[Opening Given information section]

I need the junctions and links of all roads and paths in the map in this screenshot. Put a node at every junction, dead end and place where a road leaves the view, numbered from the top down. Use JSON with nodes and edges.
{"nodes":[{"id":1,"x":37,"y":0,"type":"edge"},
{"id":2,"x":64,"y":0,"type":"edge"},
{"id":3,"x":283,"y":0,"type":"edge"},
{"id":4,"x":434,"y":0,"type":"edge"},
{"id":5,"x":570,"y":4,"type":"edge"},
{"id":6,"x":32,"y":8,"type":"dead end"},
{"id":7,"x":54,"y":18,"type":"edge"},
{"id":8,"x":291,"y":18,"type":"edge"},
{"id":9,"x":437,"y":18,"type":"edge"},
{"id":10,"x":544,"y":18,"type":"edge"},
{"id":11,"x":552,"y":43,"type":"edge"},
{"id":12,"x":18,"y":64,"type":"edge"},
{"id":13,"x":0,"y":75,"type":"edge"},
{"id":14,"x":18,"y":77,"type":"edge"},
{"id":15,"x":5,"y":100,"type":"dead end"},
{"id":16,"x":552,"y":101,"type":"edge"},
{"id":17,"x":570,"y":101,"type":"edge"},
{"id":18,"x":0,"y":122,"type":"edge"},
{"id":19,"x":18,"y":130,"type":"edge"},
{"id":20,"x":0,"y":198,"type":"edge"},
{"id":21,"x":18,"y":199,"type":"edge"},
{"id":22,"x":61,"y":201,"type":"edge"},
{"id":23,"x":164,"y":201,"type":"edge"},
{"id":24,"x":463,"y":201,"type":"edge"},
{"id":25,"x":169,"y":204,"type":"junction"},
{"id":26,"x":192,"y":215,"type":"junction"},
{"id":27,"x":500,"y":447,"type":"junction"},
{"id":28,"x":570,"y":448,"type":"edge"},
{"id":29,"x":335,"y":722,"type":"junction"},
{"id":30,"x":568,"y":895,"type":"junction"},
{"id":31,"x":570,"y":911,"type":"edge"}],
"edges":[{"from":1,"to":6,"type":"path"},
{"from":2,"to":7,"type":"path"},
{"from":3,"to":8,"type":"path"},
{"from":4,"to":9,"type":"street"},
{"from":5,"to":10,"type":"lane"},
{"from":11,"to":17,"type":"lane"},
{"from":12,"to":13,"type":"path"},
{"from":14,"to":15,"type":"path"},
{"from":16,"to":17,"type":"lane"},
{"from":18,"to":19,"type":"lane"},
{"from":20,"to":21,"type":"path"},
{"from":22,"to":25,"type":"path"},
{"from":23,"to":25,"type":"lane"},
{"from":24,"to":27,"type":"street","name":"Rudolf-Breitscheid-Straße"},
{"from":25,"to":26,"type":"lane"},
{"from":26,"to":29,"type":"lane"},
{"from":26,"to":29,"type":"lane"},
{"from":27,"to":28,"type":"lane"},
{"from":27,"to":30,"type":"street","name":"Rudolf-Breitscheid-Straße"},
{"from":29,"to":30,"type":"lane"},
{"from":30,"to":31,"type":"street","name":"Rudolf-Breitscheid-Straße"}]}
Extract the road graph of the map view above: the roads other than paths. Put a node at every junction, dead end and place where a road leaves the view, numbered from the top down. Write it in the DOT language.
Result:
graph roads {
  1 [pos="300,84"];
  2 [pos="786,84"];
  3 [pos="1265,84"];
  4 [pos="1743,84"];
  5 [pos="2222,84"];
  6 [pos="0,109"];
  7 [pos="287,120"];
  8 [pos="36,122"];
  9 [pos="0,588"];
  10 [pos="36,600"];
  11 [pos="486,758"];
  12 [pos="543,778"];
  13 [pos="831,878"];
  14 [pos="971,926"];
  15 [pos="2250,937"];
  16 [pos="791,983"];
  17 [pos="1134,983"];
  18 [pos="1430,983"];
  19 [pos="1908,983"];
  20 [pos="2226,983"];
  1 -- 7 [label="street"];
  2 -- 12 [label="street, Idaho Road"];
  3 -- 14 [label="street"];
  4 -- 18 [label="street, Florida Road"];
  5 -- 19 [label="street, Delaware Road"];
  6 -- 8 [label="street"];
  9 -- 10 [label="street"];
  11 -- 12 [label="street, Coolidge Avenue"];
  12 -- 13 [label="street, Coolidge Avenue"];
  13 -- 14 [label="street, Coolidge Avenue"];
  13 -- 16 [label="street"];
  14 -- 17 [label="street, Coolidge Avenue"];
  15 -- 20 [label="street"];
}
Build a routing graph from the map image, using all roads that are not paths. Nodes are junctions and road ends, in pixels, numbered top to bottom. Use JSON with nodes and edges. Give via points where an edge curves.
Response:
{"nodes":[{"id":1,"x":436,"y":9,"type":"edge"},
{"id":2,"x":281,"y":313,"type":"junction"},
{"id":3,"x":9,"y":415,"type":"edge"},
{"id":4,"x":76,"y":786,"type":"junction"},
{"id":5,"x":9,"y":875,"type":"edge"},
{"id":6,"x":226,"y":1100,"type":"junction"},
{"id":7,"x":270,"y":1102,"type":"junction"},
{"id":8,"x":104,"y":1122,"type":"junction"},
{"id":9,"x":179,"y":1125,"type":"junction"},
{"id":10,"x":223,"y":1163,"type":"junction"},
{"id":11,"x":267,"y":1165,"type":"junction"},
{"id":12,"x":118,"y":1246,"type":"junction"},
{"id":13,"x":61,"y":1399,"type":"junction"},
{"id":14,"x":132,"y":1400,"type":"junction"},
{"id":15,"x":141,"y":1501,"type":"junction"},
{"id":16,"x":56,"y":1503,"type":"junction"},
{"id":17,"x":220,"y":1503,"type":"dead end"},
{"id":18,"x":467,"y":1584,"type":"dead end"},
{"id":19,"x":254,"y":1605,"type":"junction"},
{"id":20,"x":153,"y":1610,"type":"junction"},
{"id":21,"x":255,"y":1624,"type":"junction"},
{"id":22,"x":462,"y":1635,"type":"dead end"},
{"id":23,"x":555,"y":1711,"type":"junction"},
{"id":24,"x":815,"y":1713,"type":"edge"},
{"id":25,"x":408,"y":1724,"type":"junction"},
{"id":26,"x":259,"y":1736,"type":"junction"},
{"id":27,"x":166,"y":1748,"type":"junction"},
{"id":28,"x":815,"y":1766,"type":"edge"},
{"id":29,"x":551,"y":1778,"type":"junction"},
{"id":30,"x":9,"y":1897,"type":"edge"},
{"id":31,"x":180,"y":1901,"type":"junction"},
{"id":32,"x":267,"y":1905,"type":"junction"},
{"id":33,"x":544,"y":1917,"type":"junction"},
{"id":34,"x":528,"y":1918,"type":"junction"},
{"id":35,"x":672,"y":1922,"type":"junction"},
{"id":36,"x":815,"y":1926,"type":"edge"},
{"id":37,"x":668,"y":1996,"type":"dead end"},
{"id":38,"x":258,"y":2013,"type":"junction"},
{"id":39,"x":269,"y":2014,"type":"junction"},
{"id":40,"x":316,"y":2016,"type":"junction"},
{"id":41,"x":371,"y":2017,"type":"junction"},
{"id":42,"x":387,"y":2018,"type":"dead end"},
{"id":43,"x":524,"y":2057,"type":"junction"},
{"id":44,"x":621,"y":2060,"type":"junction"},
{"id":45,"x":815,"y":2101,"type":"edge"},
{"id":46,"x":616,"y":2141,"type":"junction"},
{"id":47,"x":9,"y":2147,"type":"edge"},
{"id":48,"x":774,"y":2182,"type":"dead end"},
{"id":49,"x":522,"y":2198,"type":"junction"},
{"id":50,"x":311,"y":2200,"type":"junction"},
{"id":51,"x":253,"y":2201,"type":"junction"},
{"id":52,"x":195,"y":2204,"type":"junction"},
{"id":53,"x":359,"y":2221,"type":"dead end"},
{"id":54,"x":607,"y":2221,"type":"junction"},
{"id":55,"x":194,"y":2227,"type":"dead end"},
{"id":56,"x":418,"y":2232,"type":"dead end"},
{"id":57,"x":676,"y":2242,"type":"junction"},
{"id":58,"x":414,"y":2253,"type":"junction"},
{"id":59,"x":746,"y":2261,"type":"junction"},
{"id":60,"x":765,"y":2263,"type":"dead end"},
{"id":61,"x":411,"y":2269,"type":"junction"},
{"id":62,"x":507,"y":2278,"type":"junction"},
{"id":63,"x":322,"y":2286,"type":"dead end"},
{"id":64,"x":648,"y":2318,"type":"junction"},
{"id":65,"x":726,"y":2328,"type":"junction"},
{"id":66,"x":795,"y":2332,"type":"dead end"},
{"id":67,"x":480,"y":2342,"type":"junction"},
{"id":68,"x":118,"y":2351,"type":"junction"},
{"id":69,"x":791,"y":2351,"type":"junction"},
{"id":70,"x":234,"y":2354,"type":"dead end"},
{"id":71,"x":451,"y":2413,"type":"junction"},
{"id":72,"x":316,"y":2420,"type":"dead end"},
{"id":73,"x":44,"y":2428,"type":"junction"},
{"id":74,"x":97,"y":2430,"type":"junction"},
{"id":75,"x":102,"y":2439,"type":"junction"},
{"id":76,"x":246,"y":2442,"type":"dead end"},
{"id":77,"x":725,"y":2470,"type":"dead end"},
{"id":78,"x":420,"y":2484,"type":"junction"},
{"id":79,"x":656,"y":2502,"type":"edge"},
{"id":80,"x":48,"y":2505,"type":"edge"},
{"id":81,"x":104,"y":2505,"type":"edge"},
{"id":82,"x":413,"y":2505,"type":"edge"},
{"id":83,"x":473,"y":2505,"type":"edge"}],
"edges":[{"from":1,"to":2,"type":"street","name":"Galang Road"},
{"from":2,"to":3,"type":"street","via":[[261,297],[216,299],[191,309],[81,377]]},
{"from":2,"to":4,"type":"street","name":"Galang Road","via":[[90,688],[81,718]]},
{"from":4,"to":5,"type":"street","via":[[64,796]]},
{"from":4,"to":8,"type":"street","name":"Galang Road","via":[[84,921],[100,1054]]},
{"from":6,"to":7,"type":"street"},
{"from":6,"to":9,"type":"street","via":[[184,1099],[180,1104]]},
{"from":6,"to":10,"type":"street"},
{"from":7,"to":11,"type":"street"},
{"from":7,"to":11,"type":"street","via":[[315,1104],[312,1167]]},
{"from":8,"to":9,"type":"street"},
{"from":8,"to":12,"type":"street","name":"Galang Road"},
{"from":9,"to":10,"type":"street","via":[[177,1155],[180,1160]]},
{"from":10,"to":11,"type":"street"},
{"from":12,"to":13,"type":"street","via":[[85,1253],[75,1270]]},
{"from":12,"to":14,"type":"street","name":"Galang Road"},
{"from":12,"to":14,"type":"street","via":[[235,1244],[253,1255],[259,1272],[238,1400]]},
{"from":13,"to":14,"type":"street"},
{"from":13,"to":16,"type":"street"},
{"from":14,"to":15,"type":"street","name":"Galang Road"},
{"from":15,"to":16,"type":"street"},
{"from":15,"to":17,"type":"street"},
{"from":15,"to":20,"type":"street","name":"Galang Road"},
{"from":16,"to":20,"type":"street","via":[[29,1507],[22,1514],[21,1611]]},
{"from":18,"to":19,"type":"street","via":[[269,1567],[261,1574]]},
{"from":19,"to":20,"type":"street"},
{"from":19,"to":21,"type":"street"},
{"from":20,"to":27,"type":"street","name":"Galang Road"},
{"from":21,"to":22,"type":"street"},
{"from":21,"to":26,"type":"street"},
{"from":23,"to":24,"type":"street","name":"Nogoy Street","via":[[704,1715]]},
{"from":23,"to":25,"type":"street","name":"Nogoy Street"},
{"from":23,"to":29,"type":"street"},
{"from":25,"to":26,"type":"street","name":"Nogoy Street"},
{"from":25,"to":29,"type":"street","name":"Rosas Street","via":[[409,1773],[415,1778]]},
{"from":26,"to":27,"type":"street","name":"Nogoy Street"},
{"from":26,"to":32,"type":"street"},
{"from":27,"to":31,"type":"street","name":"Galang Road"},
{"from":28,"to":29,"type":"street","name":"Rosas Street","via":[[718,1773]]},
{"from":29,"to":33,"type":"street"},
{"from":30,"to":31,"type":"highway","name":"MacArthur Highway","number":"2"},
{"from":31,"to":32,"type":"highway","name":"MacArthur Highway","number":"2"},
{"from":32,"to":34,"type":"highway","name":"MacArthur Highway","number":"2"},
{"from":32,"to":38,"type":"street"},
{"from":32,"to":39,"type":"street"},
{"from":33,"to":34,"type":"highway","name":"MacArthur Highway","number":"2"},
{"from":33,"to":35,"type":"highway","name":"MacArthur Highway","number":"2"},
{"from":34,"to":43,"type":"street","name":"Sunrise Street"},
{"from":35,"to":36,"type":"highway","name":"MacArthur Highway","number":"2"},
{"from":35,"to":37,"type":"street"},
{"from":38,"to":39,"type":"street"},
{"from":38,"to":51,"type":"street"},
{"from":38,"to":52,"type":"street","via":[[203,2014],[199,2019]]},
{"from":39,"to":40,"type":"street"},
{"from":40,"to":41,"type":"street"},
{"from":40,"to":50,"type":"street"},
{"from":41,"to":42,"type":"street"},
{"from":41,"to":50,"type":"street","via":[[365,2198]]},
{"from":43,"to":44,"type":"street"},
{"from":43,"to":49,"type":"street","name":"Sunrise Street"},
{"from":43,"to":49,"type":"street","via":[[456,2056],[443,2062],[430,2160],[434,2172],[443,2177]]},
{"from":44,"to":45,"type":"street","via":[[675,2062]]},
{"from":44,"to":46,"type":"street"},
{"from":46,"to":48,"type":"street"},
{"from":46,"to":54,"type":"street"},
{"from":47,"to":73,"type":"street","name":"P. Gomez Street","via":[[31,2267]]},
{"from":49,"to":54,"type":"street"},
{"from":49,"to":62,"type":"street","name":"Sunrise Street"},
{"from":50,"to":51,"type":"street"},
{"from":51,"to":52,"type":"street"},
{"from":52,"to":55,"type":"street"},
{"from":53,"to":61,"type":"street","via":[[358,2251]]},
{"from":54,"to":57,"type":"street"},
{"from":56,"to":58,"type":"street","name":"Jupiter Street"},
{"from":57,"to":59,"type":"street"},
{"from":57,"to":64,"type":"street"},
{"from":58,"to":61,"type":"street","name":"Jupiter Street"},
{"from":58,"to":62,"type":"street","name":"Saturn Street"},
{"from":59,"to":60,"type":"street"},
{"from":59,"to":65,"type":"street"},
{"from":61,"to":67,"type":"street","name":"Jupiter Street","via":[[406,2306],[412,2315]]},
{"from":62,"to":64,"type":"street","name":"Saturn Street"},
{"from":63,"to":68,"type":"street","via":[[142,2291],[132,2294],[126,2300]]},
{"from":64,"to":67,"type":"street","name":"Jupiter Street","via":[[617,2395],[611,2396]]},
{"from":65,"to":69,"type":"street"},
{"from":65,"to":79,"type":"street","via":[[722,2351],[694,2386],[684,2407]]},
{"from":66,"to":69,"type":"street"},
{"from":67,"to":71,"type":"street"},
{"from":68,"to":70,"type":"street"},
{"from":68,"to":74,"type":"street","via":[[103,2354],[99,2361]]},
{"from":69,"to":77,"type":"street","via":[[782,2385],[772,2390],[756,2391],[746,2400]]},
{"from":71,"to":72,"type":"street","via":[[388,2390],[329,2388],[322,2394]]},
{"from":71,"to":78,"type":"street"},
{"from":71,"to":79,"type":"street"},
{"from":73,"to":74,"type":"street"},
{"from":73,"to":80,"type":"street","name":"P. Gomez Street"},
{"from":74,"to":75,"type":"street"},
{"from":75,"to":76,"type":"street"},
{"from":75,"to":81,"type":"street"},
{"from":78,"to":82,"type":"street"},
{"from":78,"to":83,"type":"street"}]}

[Closing Given information section]

* [Task objective] Each line above with the word "Straße" needs to be copied.

* [Exercise response]
{"from":24,"to":27,"type":"street","name":"Rudolf-Breitscheid-Straße"},
{"from":27,"to":30,"type":"street","name":"Rudolf-Breitscheid-Straße"},
{"from":30,"to":31,"type":"street","name":"Rudolf-Breitscheid-Straße"}]}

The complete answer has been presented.